A reversible photoelectrochemical microsensor for dynamically monitoring sulfur dioxide in the epileptic brain

Epilepsy is considered one of the most prevalent neurological disorders, yet the precise mechanisms underlying its pathogenesis remain inadequately elucidated. Emerging evidence implicates endogenous sulfur dioxide (SO2) in the brain as playing a significant role in epilepsy and associated neuronal apoptosis. Consequently, tracking the dynamic fluctuations in the levels of SO2 and its derivatives (SO32-/HSO3-) provides valuable insights into the molecular mechanisms underlying epilepsy, with potential implications for its diagnosis and therapeutic intervention. Nonetheless, the absence of reversible in vivo detection tools constitutes a formidable obstacle in the real-time monitoring of SO2 dynamics in the brain.
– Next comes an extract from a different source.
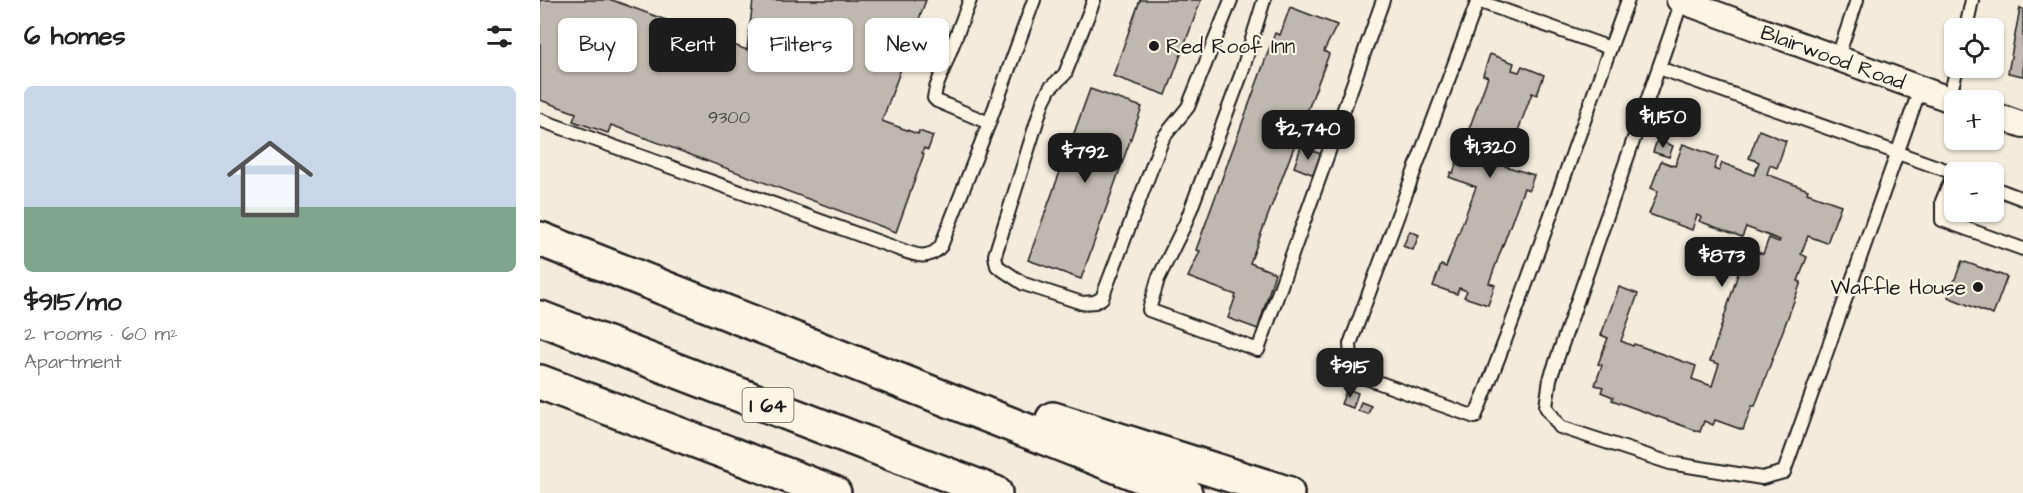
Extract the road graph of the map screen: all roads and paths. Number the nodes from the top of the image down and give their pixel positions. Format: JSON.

In response to this challenge, we propose a novel approach involving a photoelectrochemical (PEC) microsensor capable of reversibly detecting SO2. This microsensor leverages a reversibly recognizing dye for SO2 and upconversion nanoparticles as the modulator of the excitation source for the photoactive material, enabling modulation of the photocurrent by the target. The reversible output of PEC signals allows for the monitoring of SO2 levels in real time in the brains of epileptic mice. This study reveals the patterns of SO2 level changes during epilepsy and provides insights into the neuroprotective mechanism of exogenous SO2. A reversible PEC microsensor (RPMS) based on FRET-modulated signal has been developed, demonstrating its effectiveness for dynamic monitoring of SO2 levels in the living brains of epileptic mice.